Abstract

Financial institutions have fueled the corporatization of medicine by investing in and acquiring health care organizations. In particular, private equity (PE) firms have invested heavily in physician management companies (PMCs). A PMC is a for-profit entity that manages the back-end administrative functions of medical practices, such as insurance contracting and billing. Many PMCs also employ practitioners and contract with hospitals to provide professional staffing and management services.
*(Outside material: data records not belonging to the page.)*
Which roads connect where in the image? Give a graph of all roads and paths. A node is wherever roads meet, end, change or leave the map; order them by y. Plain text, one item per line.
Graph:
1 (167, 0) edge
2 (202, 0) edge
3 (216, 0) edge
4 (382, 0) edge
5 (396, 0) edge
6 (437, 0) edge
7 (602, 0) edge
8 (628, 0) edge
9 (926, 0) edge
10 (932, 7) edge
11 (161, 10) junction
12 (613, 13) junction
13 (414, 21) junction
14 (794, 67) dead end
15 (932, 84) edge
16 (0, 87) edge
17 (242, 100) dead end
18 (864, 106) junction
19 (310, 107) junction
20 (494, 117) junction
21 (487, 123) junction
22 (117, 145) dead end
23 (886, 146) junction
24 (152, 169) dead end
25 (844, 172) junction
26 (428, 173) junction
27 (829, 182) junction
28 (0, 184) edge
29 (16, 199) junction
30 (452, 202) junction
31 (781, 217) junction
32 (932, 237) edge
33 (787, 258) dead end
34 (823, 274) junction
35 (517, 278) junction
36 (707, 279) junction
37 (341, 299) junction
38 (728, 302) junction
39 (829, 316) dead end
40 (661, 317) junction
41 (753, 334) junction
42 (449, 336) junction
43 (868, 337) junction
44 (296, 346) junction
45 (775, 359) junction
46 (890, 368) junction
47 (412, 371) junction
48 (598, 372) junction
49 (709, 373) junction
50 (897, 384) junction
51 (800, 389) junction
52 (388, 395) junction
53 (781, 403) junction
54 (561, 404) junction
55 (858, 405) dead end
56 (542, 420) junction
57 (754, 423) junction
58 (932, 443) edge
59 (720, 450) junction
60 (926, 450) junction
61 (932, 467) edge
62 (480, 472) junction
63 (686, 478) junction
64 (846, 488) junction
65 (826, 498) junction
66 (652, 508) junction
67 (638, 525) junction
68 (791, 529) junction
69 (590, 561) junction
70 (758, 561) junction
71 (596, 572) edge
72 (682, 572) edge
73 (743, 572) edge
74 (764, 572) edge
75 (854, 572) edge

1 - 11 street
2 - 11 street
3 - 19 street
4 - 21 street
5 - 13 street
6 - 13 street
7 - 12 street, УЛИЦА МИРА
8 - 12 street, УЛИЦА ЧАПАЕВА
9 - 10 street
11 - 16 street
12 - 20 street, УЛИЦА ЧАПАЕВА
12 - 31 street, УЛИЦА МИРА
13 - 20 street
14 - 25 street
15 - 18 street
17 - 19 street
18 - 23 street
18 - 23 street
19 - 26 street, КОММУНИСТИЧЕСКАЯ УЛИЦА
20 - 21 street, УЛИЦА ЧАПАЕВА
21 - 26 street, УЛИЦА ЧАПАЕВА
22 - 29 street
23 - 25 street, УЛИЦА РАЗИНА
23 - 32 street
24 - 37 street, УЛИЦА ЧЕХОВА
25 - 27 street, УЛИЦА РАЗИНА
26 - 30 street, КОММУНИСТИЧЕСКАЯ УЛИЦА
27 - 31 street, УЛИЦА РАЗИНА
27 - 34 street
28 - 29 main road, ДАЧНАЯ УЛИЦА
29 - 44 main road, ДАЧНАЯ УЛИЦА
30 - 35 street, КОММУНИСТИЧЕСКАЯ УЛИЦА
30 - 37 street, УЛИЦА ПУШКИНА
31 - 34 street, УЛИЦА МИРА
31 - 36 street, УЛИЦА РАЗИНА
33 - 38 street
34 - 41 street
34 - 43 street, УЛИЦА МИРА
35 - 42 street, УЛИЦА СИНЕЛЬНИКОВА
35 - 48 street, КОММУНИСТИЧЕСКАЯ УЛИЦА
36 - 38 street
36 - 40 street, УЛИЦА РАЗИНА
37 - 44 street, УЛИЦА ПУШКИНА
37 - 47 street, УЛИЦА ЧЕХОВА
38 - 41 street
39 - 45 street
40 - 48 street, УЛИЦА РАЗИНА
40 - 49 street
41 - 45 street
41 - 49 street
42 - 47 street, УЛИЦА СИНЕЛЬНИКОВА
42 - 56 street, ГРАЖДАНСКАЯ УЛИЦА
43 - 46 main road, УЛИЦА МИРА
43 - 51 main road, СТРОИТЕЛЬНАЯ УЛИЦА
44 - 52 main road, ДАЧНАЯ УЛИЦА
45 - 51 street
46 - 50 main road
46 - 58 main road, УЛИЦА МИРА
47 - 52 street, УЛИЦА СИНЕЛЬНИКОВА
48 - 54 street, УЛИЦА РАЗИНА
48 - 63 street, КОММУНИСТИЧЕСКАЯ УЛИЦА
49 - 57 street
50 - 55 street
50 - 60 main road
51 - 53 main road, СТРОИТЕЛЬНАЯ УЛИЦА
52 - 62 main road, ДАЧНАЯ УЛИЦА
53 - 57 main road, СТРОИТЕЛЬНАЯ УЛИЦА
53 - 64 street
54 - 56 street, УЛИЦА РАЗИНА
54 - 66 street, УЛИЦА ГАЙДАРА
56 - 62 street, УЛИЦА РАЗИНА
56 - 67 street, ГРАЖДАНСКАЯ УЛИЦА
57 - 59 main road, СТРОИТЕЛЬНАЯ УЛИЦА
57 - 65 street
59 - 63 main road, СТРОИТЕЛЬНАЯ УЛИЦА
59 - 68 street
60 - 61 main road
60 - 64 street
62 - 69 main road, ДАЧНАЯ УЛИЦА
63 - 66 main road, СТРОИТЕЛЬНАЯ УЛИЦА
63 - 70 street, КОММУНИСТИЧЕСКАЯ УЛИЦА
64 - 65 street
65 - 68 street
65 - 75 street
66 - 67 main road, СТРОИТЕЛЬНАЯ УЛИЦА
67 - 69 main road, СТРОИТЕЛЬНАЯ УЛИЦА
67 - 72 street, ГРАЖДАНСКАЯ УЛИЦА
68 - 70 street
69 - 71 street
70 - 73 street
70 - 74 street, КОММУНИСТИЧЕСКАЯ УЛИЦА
This type of PMC is especially common in anesthesia: the eight largest anesthesia-focused PMCs employ nearly 22% of all anesthesia practitioners in the U.S. In this paper, we create a novel dataset that combines commercial claims from the Health Care Cost Institute with data on PMC facility contracts for anesthesia staffing services to study 1) how prices paid to anesthesia practitioners change after a facility contracts with a PMC and 2) whether there are differences between PMCs with and without PE investment. Using difference-in-differences methods, we find that allowed amounts increase by 16.5% post-PMC contract, with significant differences by PE status: PMCs without PE investment increase allowed amounts by 12.9%, while PE-backed PMCs increase allowed amounts by 26.0%. We find similar patterns for unit prices (allowed amounts standardized by procedure type and length), suggesting that price increases are the result of higher prices paid per service and not service length or intensity. In additional analyses, we explore why PMCs may command higher prices, including the threat of moving practitioners out of network.